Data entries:
# # # #
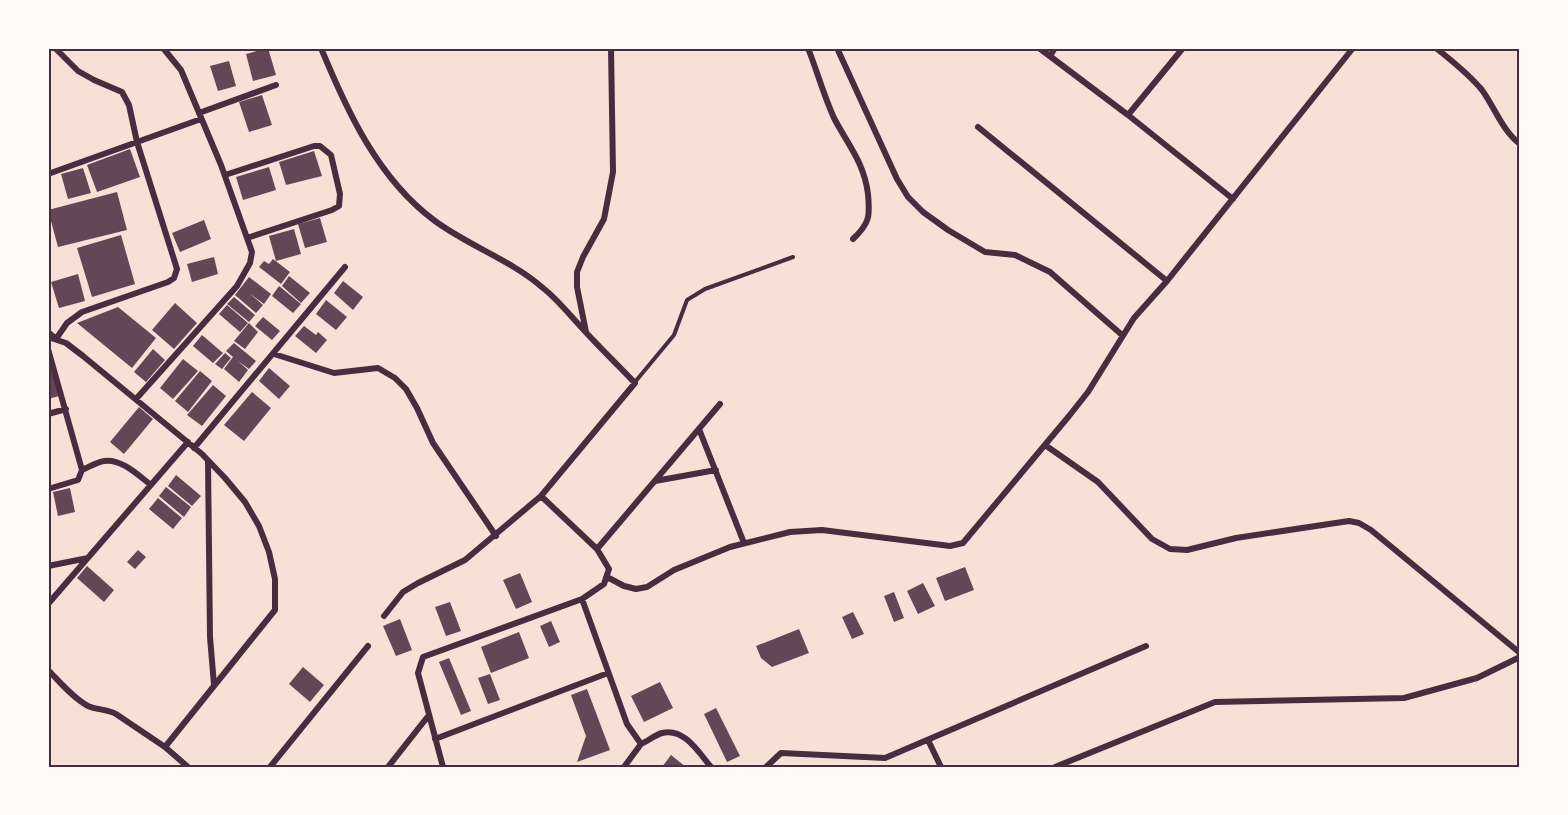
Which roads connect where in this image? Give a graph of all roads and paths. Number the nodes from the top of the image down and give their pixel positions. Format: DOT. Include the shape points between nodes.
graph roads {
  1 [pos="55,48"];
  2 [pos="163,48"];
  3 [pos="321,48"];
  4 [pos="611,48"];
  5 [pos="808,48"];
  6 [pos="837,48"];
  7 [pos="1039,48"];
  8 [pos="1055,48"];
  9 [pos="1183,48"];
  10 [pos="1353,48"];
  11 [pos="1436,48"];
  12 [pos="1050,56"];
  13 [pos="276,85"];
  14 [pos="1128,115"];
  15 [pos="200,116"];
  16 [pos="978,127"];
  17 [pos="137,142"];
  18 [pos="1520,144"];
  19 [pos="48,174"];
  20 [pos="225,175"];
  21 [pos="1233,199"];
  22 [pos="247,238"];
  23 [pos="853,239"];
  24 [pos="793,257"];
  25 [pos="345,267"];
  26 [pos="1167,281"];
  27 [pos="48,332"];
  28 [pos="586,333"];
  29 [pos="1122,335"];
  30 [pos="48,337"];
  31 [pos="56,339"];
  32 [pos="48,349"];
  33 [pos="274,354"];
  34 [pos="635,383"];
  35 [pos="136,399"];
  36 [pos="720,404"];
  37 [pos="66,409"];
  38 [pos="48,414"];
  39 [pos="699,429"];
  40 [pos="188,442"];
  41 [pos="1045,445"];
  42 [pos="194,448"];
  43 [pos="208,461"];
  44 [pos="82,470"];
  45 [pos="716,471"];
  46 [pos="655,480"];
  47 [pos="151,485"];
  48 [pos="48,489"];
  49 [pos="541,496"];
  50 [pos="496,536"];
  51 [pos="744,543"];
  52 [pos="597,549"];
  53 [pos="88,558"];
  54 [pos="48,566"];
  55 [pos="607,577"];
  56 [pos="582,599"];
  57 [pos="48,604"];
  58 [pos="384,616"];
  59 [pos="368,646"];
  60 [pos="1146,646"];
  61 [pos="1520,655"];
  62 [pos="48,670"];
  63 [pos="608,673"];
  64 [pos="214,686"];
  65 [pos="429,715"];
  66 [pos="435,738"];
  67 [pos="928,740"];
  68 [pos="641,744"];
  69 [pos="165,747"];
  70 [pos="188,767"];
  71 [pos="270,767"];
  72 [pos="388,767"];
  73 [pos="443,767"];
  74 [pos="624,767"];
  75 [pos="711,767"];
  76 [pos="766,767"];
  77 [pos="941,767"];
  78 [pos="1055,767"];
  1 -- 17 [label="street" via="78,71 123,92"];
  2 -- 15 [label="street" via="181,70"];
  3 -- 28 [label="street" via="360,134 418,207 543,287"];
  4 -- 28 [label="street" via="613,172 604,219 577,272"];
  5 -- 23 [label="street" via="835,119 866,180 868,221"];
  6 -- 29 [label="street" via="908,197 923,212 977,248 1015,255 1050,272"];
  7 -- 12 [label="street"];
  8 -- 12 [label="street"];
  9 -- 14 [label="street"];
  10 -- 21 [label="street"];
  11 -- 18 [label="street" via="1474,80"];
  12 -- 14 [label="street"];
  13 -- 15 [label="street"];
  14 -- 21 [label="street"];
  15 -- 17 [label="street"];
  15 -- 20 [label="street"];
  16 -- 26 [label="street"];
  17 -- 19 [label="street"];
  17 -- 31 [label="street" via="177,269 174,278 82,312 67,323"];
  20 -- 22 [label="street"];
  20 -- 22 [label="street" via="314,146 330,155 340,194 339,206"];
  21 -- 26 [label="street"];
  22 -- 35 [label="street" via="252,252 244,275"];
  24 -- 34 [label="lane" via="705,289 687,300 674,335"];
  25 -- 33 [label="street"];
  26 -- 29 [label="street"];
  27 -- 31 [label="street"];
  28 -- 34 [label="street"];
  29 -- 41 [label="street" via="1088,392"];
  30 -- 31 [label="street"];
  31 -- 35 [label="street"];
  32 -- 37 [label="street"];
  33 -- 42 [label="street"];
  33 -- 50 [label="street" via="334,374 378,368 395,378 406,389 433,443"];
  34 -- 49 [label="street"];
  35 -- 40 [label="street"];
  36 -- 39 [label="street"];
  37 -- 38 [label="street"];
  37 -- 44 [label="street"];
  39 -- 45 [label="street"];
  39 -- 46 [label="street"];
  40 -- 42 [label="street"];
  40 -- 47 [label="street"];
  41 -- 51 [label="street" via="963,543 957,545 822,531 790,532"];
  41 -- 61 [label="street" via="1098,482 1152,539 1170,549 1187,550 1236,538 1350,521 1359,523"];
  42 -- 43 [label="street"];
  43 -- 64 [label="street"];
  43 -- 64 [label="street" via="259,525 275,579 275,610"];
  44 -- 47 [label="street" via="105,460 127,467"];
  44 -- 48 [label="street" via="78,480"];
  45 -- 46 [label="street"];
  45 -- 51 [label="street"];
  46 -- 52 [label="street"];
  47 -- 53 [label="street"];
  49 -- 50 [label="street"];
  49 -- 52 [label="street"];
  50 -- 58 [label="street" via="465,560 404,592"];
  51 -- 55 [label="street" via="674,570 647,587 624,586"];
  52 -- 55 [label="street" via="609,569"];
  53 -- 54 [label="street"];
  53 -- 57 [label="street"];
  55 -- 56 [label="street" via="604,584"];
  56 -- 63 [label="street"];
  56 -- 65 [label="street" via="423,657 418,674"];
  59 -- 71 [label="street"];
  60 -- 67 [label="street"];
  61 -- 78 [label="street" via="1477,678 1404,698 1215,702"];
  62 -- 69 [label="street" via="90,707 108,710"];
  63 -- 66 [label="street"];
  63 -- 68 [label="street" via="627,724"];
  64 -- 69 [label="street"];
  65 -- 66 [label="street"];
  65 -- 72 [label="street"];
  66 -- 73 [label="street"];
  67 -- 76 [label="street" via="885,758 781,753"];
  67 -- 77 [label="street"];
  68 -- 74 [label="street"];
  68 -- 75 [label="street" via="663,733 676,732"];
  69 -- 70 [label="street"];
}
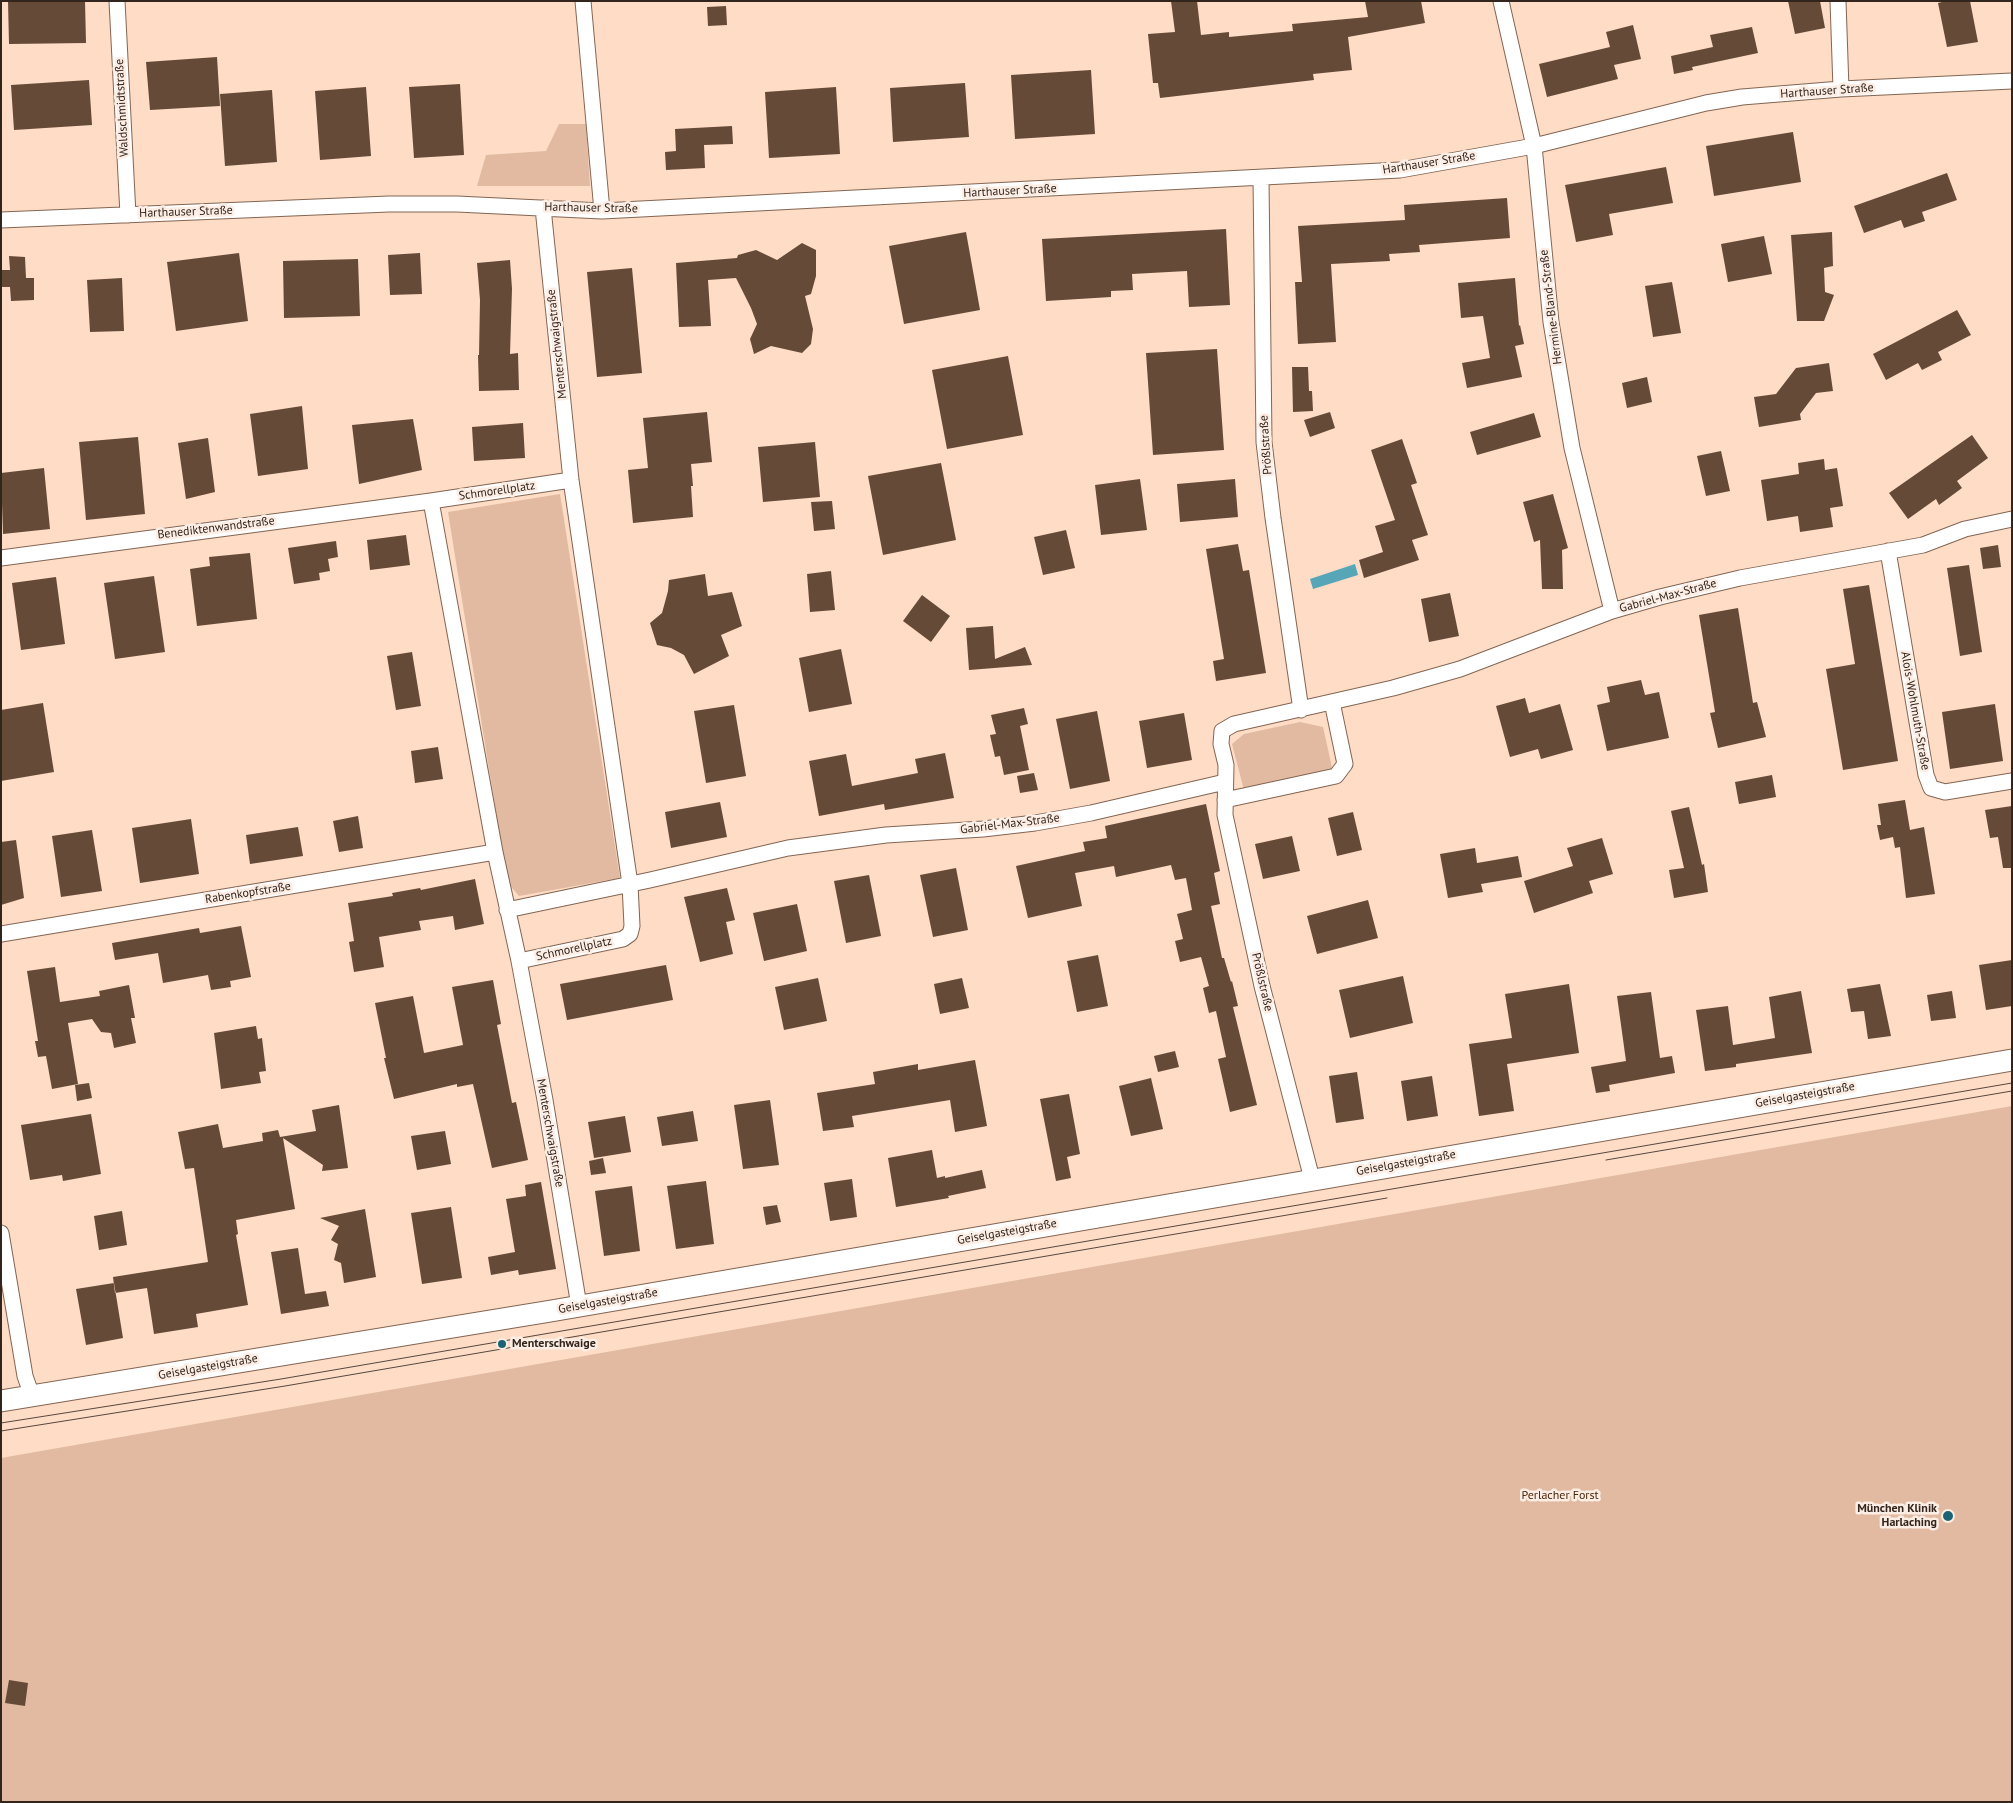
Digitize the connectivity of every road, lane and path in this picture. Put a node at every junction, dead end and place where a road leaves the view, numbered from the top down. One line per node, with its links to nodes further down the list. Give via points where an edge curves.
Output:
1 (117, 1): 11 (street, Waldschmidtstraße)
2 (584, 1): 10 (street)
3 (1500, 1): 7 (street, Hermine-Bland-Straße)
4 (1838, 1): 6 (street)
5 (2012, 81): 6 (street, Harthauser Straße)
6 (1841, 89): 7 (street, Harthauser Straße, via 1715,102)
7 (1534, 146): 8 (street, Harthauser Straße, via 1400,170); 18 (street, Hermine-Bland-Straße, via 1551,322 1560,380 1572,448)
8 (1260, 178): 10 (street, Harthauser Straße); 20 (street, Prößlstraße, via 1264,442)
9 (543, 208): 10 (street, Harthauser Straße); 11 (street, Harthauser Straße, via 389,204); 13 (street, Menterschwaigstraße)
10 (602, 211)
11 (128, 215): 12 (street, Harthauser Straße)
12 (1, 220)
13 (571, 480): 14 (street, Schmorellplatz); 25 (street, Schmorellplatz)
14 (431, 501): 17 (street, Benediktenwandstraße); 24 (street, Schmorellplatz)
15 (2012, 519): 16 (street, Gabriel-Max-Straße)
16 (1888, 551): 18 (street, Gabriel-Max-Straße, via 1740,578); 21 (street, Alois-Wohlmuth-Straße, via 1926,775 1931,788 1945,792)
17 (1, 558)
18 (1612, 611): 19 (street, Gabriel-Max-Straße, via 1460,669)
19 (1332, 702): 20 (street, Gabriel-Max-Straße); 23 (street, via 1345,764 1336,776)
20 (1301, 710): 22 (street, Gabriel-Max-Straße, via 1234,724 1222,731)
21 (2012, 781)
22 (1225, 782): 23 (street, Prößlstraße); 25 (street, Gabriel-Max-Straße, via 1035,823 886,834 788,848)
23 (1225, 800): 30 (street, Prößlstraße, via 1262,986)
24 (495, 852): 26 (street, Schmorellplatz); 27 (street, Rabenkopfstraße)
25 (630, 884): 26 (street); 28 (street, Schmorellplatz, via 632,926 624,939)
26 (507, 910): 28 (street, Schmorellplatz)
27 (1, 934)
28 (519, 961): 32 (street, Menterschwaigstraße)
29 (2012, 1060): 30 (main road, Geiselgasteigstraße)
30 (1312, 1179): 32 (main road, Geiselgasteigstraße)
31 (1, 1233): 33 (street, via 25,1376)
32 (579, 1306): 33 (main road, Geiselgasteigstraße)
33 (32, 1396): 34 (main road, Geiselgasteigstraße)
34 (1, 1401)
# # # #
Aim of the task:
Copy all the lines above that hold the string "Prößlstraße".

Your solution:
8 (1260, 178): 10 (street, Harthauser Straße); 20 (street, Prößlstraße, via 1264,442)
22 (1225, 782): 23 (street, Prößlstraße); 25 (street, Gabriel-Max-Straße, via 1035,823 886,834 788,848)
23 (1225, 800): 30 (street, Prößlstraße, via 1262,986)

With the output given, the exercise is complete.